Dynamic: license-file

# Ano Optimizer

**Ano** is the official implementation of the optimizer introduced in the paper  
**["Ano: Faster is Better in Noisy Landscapes"](https://doi.org/10.5281/zenodo.16422081)**

This optimizer is designed for efficient and stable training in high-variance regimes, and includes both a standard and a logarithmic-scheduled variant (Anolog). Native support is provided for both **PyTorch** and **TensorFlow**.

---

## Key Features

- **Sign–Magnitude Decoupling**  
  Ano separates update direction and magnitude, using the sign of the momentum and the norm of the raw gradient respectively. This improves stability and performance in high-variance settings.

- **Additive Second-Moment Estimation**  
  Ano employs an additive second-moment update, inspired by Yogi, to ensure smoother convergence and mitigate issues with gradient sparsity.

- **Logarithmic Momentum Schedule (Anolog)**  
  A variant of Ano using a time-dependent momentum parameter, enabled via `logarithmic_schedule=True`. This extension improves noise attenuation in stationary training regimes.
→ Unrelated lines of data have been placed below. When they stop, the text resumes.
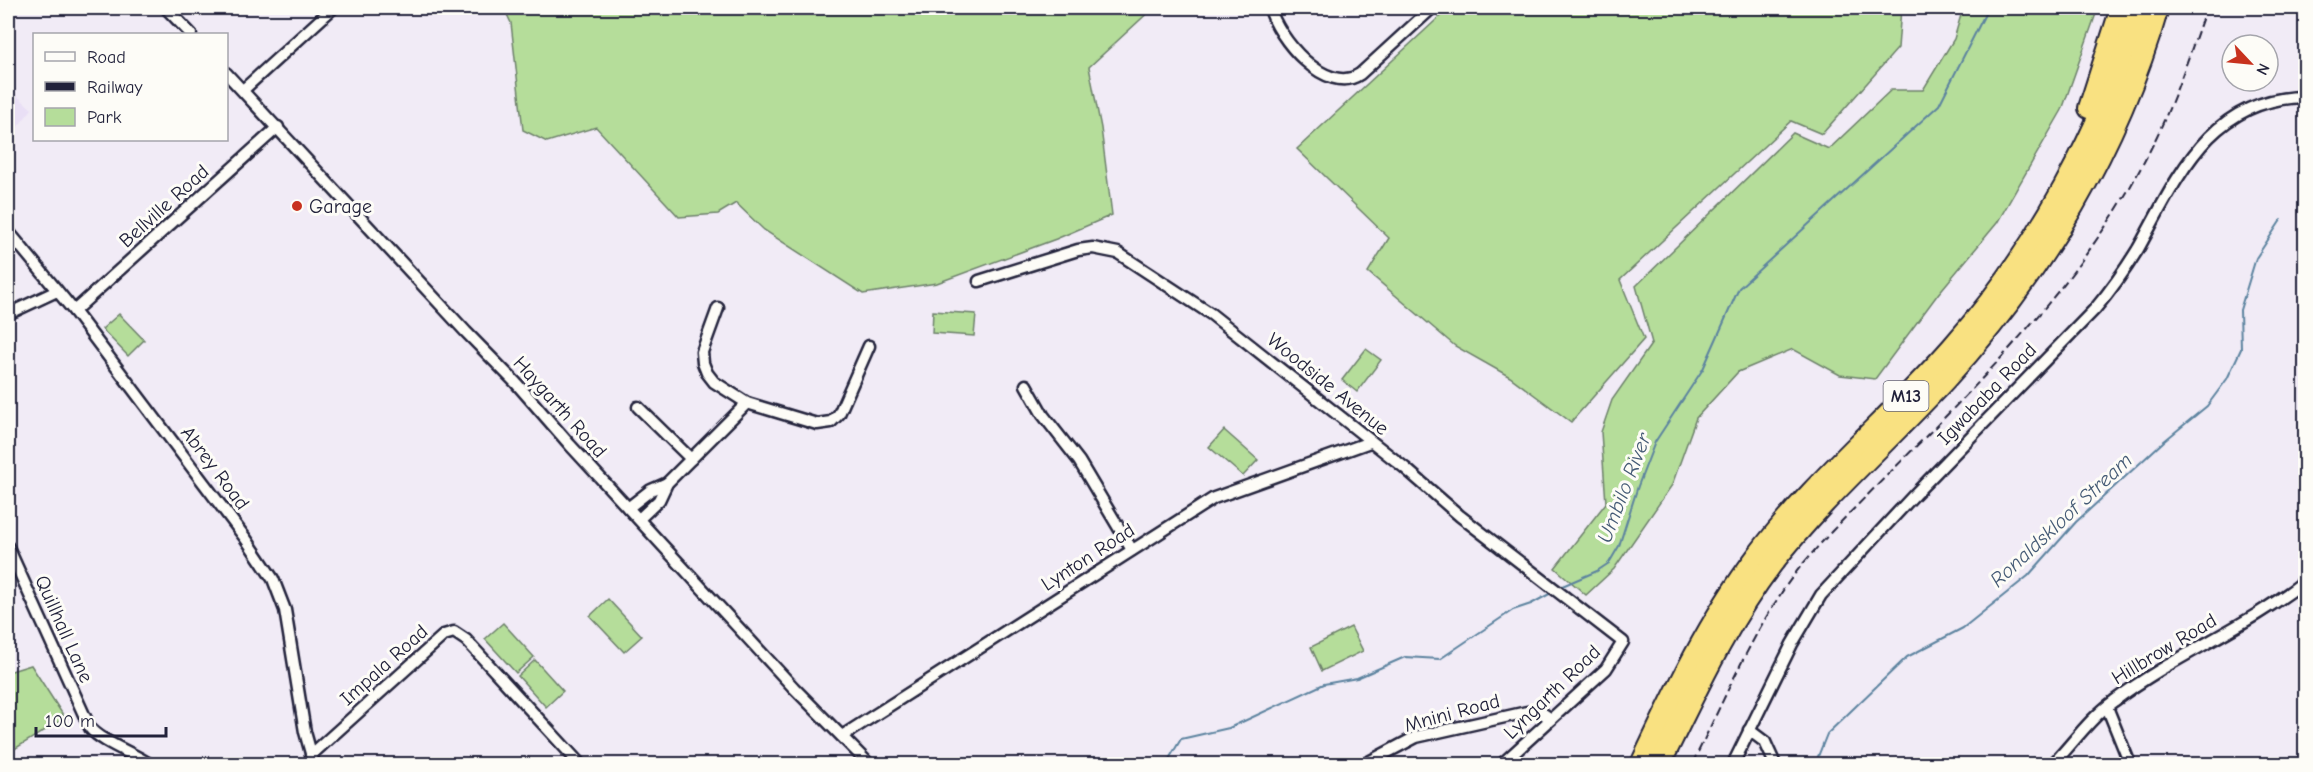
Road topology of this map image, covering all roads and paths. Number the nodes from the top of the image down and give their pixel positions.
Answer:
1 (166, 8) edge
2 (333, 8) edge
3 (1270, 8) edge
4 (1432, 8) edge
5 (2121, 8) edge
6 (2140, 8) edge
7 (2158, 8) edge
8 (2171, 8) edge
9 (190, 33) edge
10 (228, 75) edge
11 (243, 90) junction
12 (2306, 97) edge
13 (278, 127) junction
14 (8, 231) edge
15 (2058, 233) junction
16 (2033, 239) junction
17 (979, 281) dead end
18 (57, 291) junction
19 (718, 308) dead end
20 (74, 311) junction
21 (8, 314) edge
22 (869, 346) dead end
23 (1026, 385) dead end
24 (747, 403) junction
25 (638, 407) dead end
26 (1370, 442) junction
27 (691, 459) junction
28 (667, 483) junction
29 (628, 508) junction
30 (639, 519) junction
31 (8, 547) edge
32 (1132, 550) junction
33 (2306, 580) edge
34 (1623, 642) joint
35 (2107, 706) junction
36 (1551, 719) junction
37 (1749, 730) junction
38 (842, 736) junction
39 (312, 762) edge
40 (865, 763) edge
41 (149, 765) edge
42 (580, 765) edge
43 (1365, 765) edge
44 (1502, 765) edge
45 (1641, 765) edge
46 (1660, 765) edge
47 (1733, 765) edge
48 (1775, 765) edge
49 (2053, 765) edge
50 (2130, 765) edge

1 - 9 street
2 - 11 street
3 - 4 street
5 - 16 highway
6 - 16 highway, M13
7 - 15 highway, M13
8 - 15 highway
10 - 11 street, Haygarth Road
11 - 13 street, Haygarth Road
12 - 37 street, Igwababa Road
13 - 20 street, Bellville Road
13 - 29 street, Haygarth Road
14 - 18 street, Abrey Road
15 - 46 highway, M13
16 - 45 highway, M13
17 - 26 street, Woodside Avenue
18 - 20 street, Abrey Road
18 - 21 street
19 - 24 street
20 - 39 street, Abrey Road
22 - 24 street
23 - 32 street
24 - 27 street
25 - 27 street
26 - 32 street, Lynton Road
26 - 34 street, Woodside Avenue
27 - 28 street
28 - 29 street
28 - 30 street
29 - 30 street, Haygarth Road
30 - 38 street, Haygarth Road
31 - 41 street, Quillhall Lane
32 - 38 street, Lynton Road
33 - 35 street, Hillbrow Road
34 - 36 street, Lyngarth Road
35 - 49 street, Hillbrow Road
35 - 50 street
36 - 43 street, Mnini Road
36 - 44 street, Lyngarth Road
37 - 47 street, Igwababa Road
37 - 48 street
38 - 40 street, Haygarth Road
39 - 42 street, Impala Road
- **Dual Framework Support**  
  Compatible with both PyTorch and TensorFlow. Import the appropriate implementation via `ano_optimizer.Ano` or `ano_optimizer.tensorflow.AnoTF`.

---

## Installation

Install the PyTorch version (default):

```bash
pip install ano-optimizer
```

Install with TensorFlow support:

```bash
pip install 'ano-optimizer[tensorflow]'
```

---

## Usage

### PyTorch

```python
from ano_optimizer import Ano  
import torch

model = MyModel()  
optimizer = Ano(model.parameters(), lr=1e-4)

for input, target in data_loader:  
    optimizer.zero_grad()  
    output = model(input)  
    loss = loss_fn(output, target)  
    loss.backward()  
    optimizer.step()
```

To enable Anolog:

```python
optimizer = Ano(model.parameters(), lr=1e-4, logarithmic_schedule=True)
```

---

### TensorFlow

```python
from ano_optimizer.tensorflow import AnoTF  
import tensorflow as tf

model = MyModel()  
optimizer = AnoTF(learning_rate=1e-4)

with tf.GradientTape() as tape:  
    predictions = model(inputs)  
    loss = loss_fn(targets, predictions)

gradients = tape.gradient(loss, model.trainable_variables)  
optimizer.apply_gradients(zip(gradients, model.trainable_variables))
```

To enable Anolog:

```python
optimizer = AnoTF(learning_rate=1e-4, logarithmic_schedule=True)
```

---

## Citation

If you use this work in your research, please cite the following paper:

```plaintext
@misc{kegreisz2025ano,
  author       = {Kegreisz, Adrien},
  title        = {Ano: Faster is Better in Noisy Landscapes},
  year         = {2025},
  publisher    = {Zenodo},
  doi          = {10.5281/zenodo.16422081},
  url          = {https://doi.org/10.5281/zenodo.16422081}
}
```

---

## License

This project is licensed under the MIT License. See the LICENSE file for details.

---

## Contributing

Contributions, issues, and suggestions are welcome. Please open an issue or submit a pull request.